Still, even if Graves’ calculations come up 50 percent higher than the
actual numbers, a surplus did exist. However, this also does not factor in the 1968-77
data, which are not publicly available and also may have led to borrowing because
no backstop funding existed from the start if claims exceeded premiums nor has
reinsurance been purchased then or now. Thus, a debt overhang was created.

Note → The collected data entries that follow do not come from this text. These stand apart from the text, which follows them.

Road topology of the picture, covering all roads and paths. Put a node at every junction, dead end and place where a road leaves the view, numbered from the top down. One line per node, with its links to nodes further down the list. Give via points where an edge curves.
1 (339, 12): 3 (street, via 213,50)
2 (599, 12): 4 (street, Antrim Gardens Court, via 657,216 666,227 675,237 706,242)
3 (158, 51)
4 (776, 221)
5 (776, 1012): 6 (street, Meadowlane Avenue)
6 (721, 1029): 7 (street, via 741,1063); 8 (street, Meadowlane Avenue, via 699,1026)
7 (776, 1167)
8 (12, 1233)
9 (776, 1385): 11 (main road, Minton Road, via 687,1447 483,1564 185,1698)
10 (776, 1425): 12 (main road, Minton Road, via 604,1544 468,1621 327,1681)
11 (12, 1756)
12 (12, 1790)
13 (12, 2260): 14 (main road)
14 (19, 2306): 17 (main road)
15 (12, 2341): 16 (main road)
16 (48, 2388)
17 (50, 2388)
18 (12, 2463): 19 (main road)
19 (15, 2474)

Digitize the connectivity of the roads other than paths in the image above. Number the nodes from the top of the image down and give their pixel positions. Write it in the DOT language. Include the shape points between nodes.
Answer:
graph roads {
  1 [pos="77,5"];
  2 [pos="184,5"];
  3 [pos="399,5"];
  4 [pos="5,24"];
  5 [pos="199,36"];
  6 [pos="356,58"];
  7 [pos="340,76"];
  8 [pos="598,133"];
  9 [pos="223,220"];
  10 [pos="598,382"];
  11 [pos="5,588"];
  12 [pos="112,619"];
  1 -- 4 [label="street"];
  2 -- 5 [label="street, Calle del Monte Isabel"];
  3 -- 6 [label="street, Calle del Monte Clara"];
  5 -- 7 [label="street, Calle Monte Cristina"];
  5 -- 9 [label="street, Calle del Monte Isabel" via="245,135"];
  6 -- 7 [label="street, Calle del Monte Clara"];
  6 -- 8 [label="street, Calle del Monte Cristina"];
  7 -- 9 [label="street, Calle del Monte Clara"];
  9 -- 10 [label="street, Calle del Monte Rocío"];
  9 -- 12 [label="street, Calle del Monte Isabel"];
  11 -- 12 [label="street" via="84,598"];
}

This points to the real problem,
which is forced borrowing occurs when catastrophic losses factor in, for as
the payments in median years match claims, claims spike highly in outlier years
forcing more borrowing, which must be paid back at interest (and at a rate
higher than the discount rate employed by Graves in his analysis, which was the
Consumer Price Index). This is debt, now over
$30 billion including principle and interest, and is not included in Graves’
analysis.
Nor does he include the 2013 claims figures and premium figures, which
at halfway through the year would appear to add at least $3 billion in deficit
spending (because of Hurricane Sandy devastation in the latter part of last
year). Nor included are programmatic costs, which come out of premiums and have
been an
object of criticism by the federal Government Accounting Office. Even if operations
could be performed more efficiently, as the GAO concluded, the fact is they
have contributed to a debt that must be paid off, and that it makes more sense
that policy-holders bear a greater burden of this than they have in the past.

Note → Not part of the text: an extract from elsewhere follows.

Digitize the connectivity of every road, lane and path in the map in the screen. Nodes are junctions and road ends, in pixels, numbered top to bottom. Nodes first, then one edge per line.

Unfortunately, this especially is true of Louisiana. Only Mississippi
is even close in per capita claims
coverage history (through 2010; New York and New Jersey may have gotten somewhat
closer as a result of 2012), where Louisiana’s have exceeded $2,000 (the
national median was less than $125). In fact, Louisianans through the first
half of this year have been paid a third of all claims
dollars in the past 35 years. Assuming premiums (which will overstate
considerably the actual amount paid because of inflation and infrequent rate
changes upwards) across those 35 years are the same as the most recent year’s, the
sum of them shows Louisiana still “owes” $4 billion over that time span.

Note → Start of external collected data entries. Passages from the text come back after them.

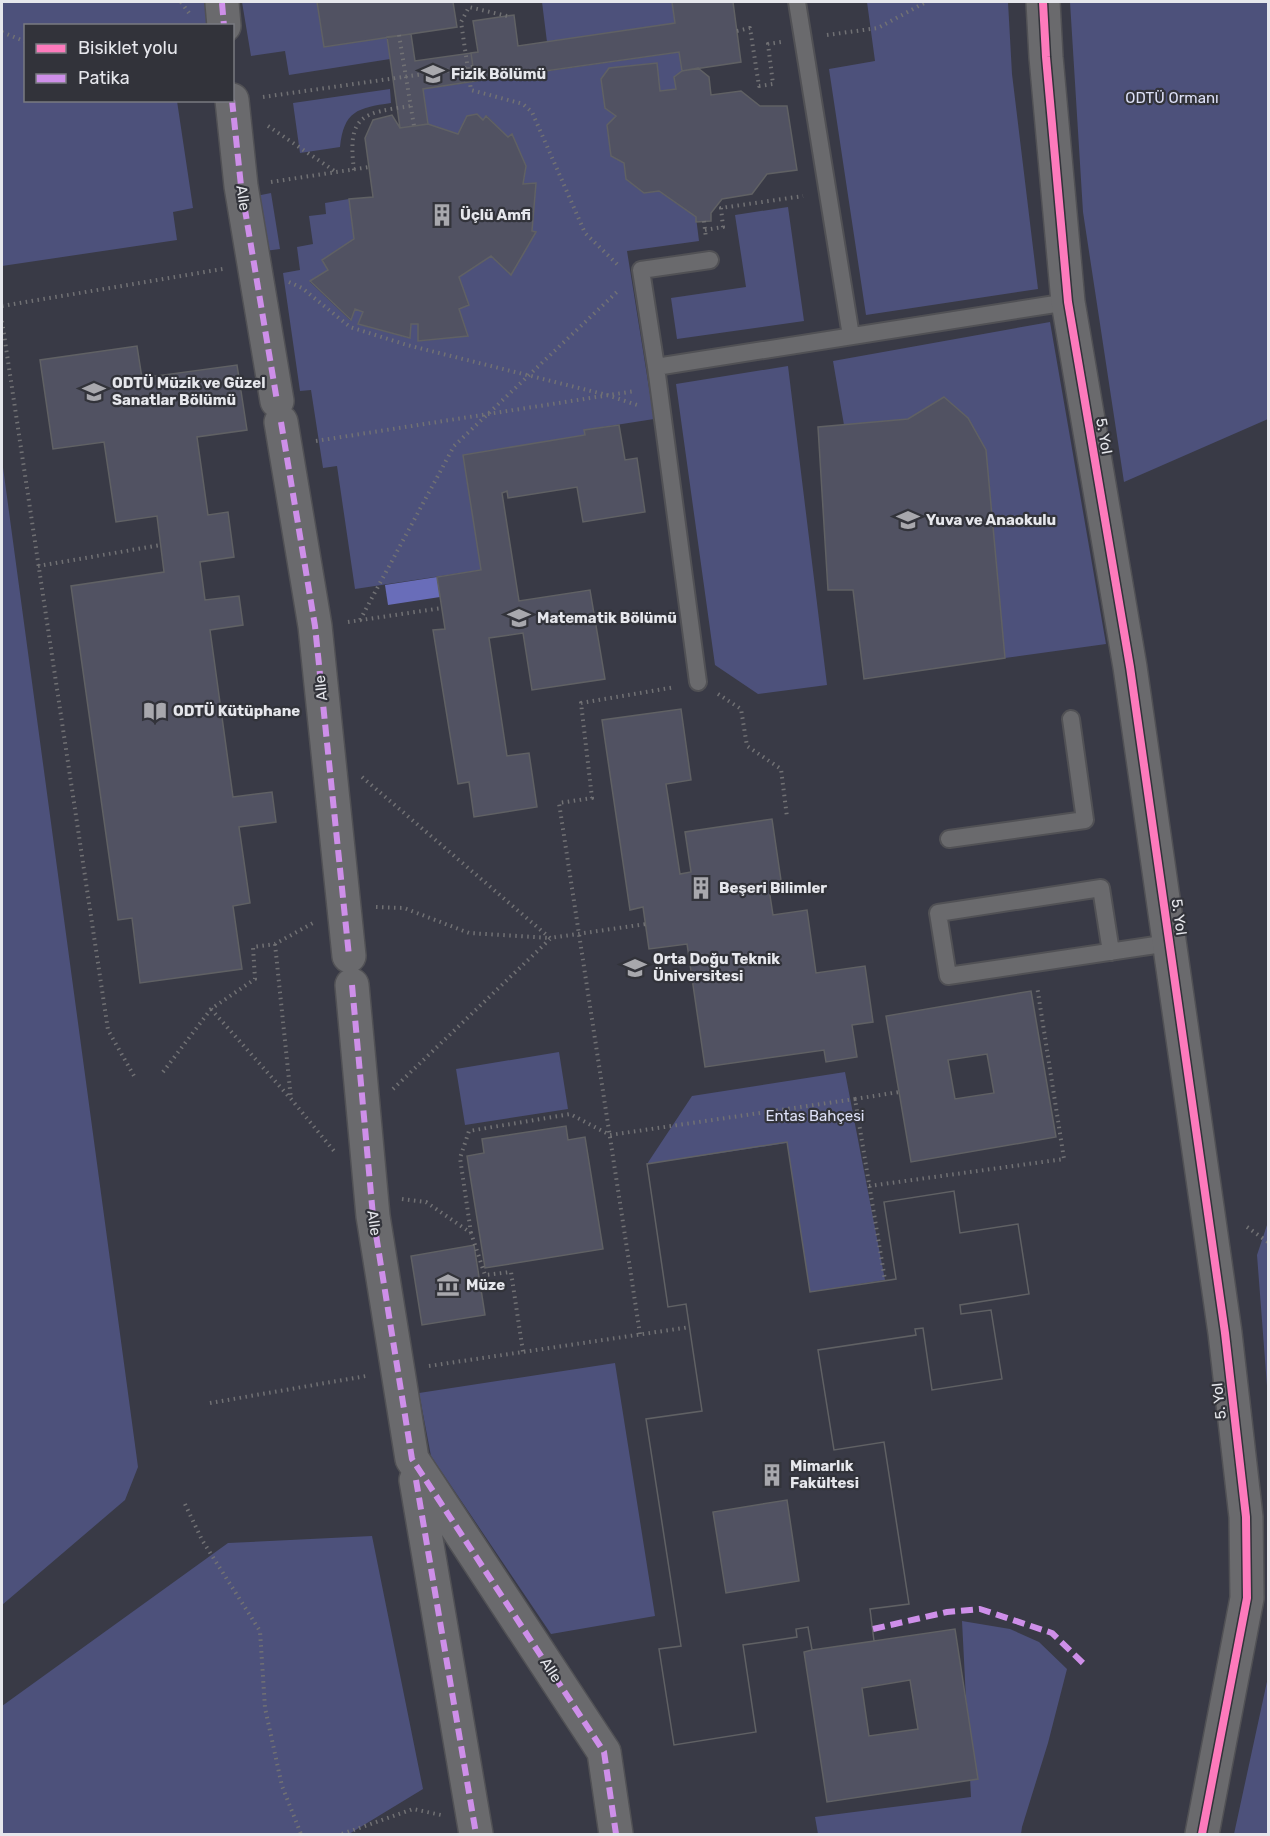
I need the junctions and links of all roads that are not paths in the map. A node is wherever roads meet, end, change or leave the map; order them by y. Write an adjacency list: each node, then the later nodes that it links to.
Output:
1 (797, 2): 6 (lane)
2 (1043, 2): 5 (street, 5. Yol)
3 (232, 102): 13 (street, Alle)
4 (710, 260): 7 (lane)
5 (1068, 302): 6 (lane); 11 (street, 5. Yol)
6 (851, 336): 7 (lane)
7 (656, 368): 8 (lane)
8 (698, 682)
9 (1071, 719): 10 (lane)
10 (949, 839)
11 (1169, 943): 12 (lane); 16 (street, 5. Yol)
12 (1111, 952): 12 (lane)
13 (414, 1468): 14 (street, Alle); 15 (street, Alle)
14 (475, 1828)
15 (616, 1834)
16 (1202, 1834)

The concept of insurance, of course, is that spreading out risk means,
netting out premiums and claims, some will pay more and some will pay less as a
matter of chance. Yet it also assumes that premiums paid bear some relationship
to factors that aren’t chance and it should be clear that some, and
disproportionately so in Louisiana, have gotten subsidized in their choices
about where to live – much less factoring in all of the externalities borne by
others still, such as the subsidization encouraging building in vulnerable
ecosystems that cause environmental degradation that may affect a vastly
broader population.
The proper course would be not to mend, but to end eventually, the
entire program. Taxpayers already have subsidized the program in essence
through the debt that may never get paid off, and the previous paradigm before program
introduction was that special disaster relief bills would take care of
catastrophes. That still continues, on top of the NFIP, rather than being
replaced by it, so taxpayers still shift money to subsidize certain choices.
However, that option seems politically impossible. Therefore, the rate
increases are appropriate from a national perspective, and while there can be
debate over their timing, they should continue until the present subsidization
has become much reduced and results in a structure that has a realistic chance
of making the program paid up and self-sustainable over the next couple of
decades. Some subsidization from one ratepayer to another can be desirable as
the activities that occur in the high-risk areas carry economic benefits nationally,
but not at the level it has operated.